Holocaust 2000 (also released as The Chosen and Rain of Fire) is a 1977 horror film directed by Alberto De Martino, written by De Martino, Michael Robson, and Sergio Donati, and starring Kirk Douglas, Simon Ward, Agostina Belli, Anthony Quayle, Virginia McKenna, and Alexander Knox. The original musical score was composed by Ennio Morricone.

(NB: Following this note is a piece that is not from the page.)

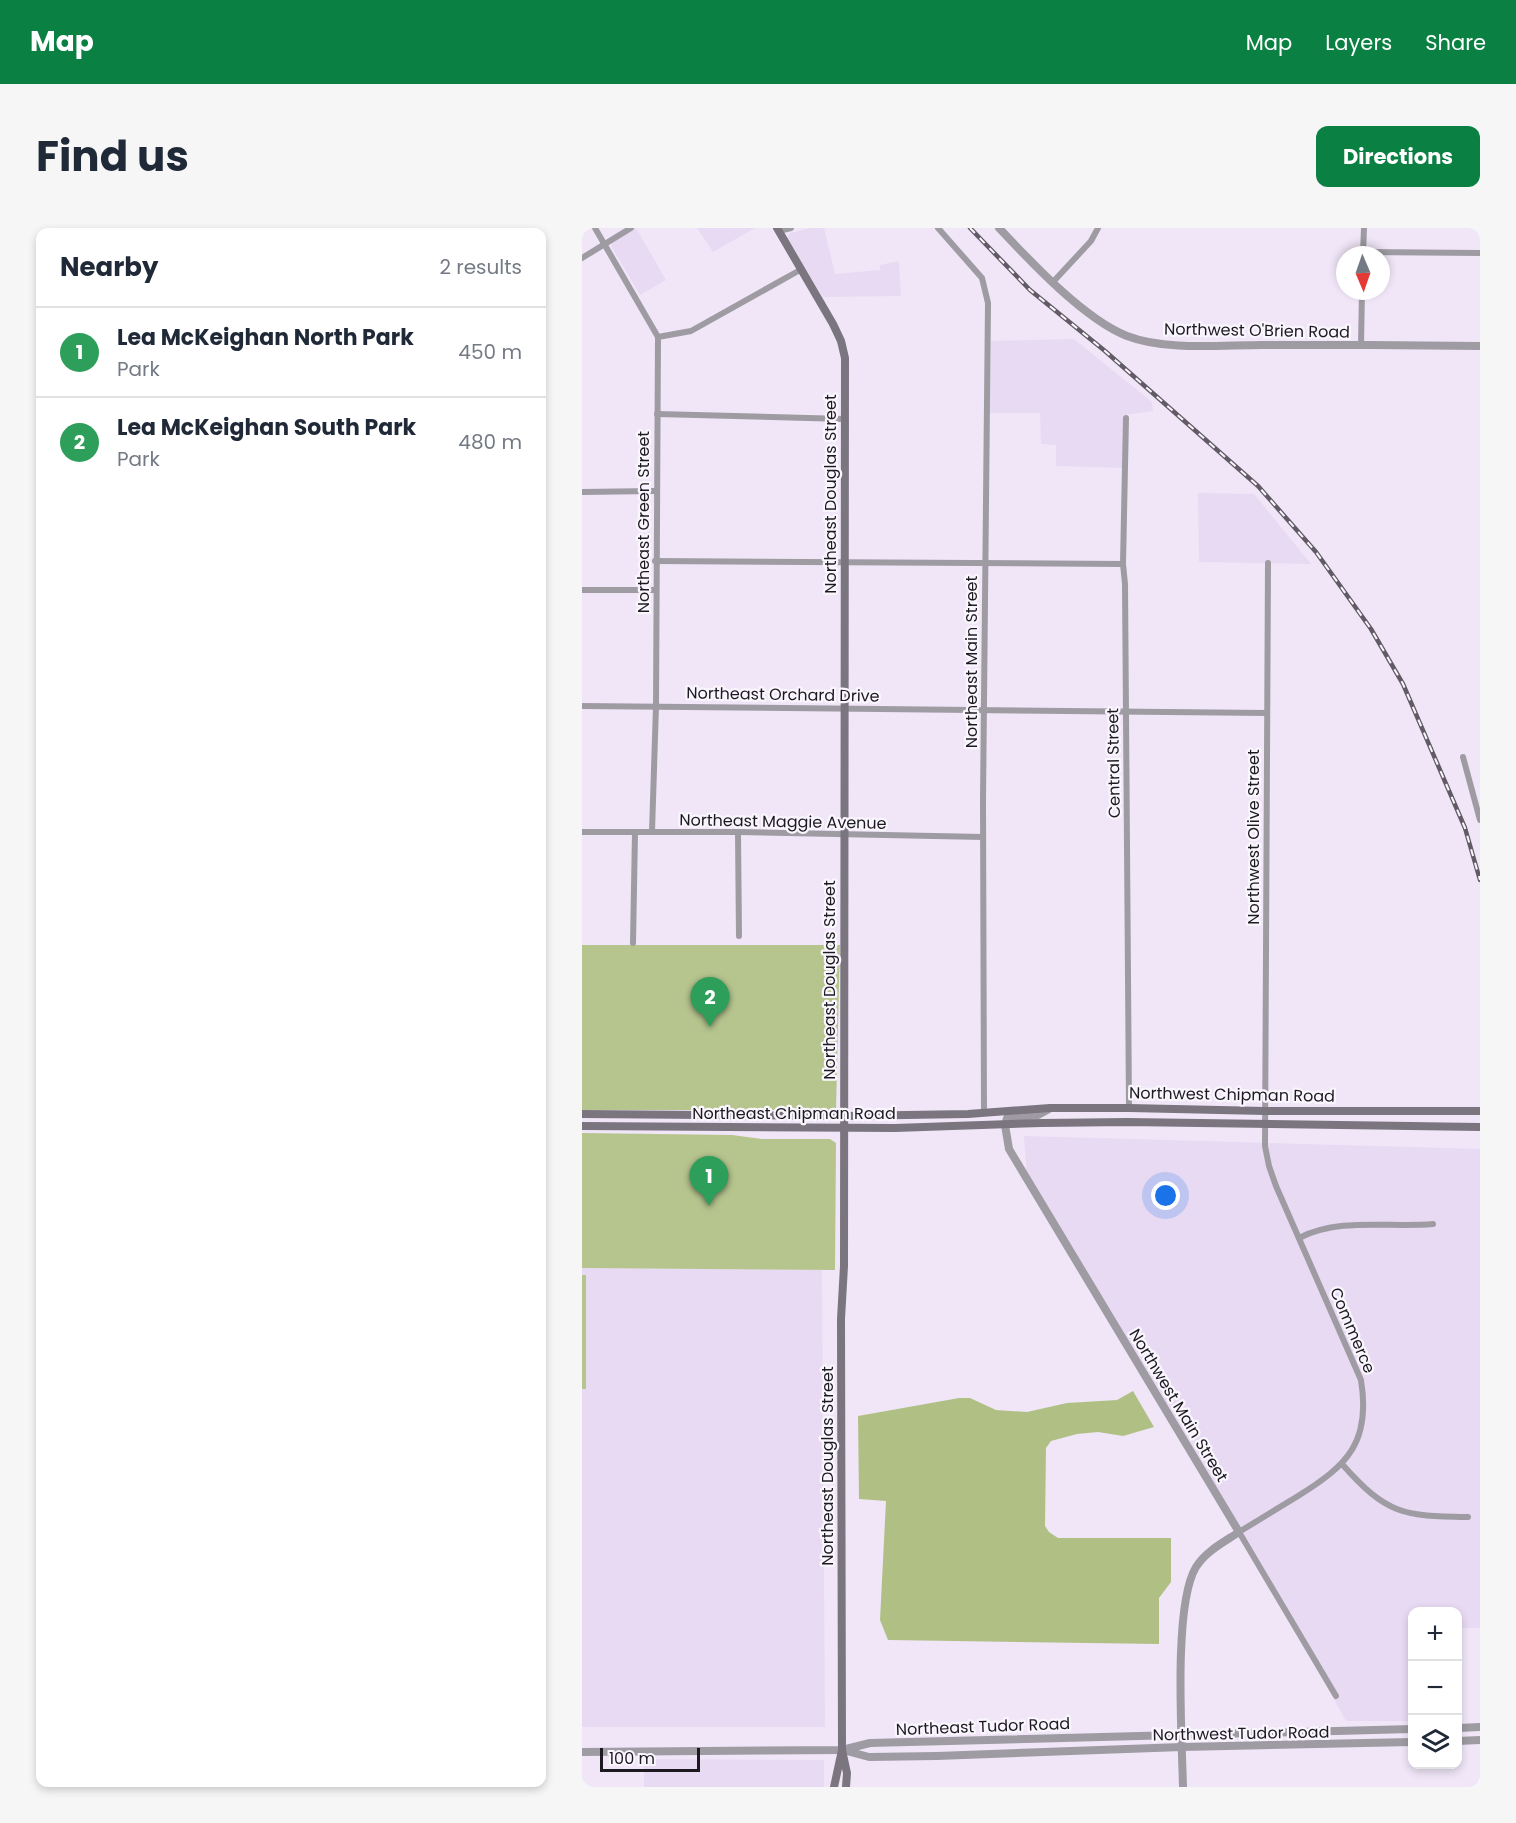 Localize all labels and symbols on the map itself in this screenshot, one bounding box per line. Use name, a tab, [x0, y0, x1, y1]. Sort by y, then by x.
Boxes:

The British-Italian co-production was produced by Edmondo Amati for The Rank Organisation and Titanus, and is widely-considered a cash-in on the success of the similarly-themed The Omen released a year earlier. It received mixed reviews, but has become a cult classic.

Plot
Despite doomsday warnings from throngs of locals, wealthy industrialist Robert Caine makes the controversial decision to build a nuclear power plant near a sacred cave in the Middle East. However, before Caine can reap the benefits of his latest bid for global domination, he discovers that his son, Angel, is the Antichrist, who is planning to use his father's project to trigger the end of the world. As Caine digs deeper, a string of suspicious accidents occur that kill off prominent figures who criticized the project. He also notes similarities between the design of the plant and features of a biblically-prophesied beast that will herald the apocalypse. During a dream, Caine envisions the plant rising from the sea, then sees its circle of towers take on the form of a multiheaded monster.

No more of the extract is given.